Stored data entries:
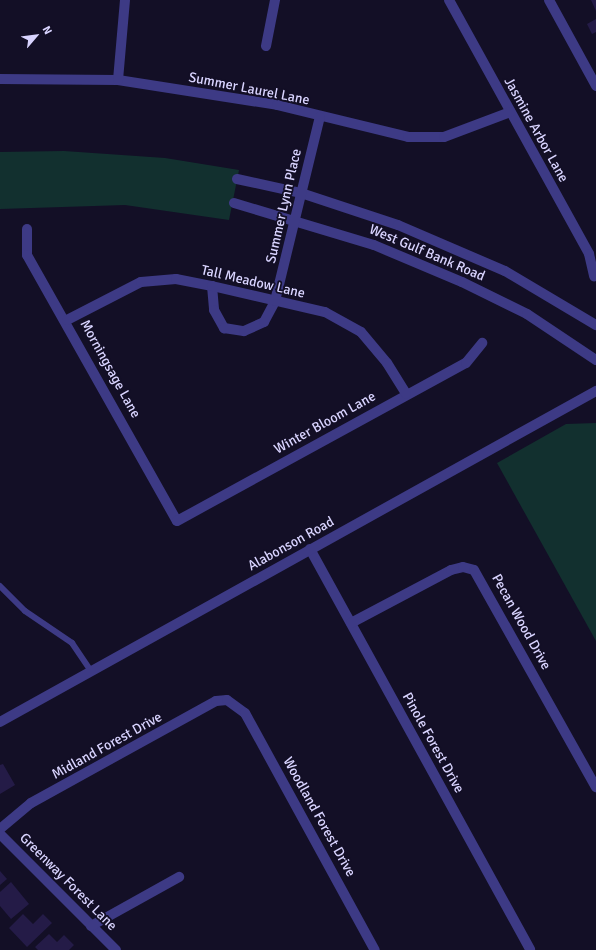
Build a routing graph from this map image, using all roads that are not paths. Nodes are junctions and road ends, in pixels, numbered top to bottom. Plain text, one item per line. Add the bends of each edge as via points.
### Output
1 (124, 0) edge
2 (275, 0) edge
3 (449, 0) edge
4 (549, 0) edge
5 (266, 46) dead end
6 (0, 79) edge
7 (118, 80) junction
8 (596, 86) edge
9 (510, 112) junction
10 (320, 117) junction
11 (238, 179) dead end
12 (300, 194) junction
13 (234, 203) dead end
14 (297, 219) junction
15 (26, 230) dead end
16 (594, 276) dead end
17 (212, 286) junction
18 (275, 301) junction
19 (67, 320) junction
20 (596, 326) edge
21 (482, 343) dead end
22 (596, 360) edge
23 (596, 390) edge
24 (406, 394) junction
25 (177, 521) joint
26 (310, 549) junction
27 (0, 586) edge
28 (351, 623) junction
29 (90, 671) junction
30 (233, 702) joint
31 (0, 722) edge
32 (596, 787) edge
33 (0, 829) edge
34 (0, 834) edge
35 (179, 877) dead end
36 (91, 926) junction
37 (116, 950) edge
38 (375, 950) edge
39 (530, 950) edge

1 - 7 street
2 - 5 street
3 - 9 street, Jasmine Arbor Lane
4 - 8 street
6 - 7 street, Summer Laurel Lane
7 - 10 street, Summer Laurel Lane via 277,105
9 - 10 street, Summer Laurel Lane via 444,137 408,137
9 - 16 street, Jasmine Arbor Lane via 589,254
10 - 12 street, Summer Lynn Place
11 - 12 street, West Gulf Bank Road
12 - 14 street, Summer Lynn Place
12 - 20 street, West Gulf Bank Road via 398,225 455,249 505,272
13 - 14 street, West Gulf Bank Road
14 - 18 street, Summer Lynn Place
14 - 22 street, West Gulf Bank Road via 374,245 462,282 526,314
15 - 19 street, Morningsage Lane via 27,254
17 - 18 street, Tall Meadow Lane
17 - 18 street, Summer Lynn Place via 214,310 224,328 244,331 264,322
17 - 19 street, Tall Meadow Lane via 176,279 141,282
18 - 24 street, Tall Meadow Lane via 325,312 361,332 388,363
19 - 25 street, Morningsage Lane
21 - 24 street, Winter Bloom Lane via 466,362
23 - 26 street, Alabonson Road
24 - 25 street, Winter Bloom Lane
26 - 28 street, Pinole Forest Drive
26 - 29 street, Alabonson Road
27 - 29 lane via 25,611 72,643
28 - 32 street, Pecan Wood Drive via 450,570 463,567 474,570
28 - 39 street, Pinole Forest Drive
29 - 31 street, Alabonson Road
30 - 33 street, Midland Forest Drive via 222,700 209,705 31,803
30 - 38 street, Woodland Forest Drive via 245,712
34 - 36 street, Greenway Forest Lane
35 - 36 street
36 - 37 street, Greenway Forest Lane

**ACTIVITY**
Only lines with the word "Tall" are needed. Copy them from the preceding records.

**YOUR SOLUTION**
17 - 18 street, Tall Meadow Lane
17 - 19 street, Tall Meadow Lane via 176,279 141,282
18 - 24 street, Tall Meadow Lane via 325,312 361,332 388,363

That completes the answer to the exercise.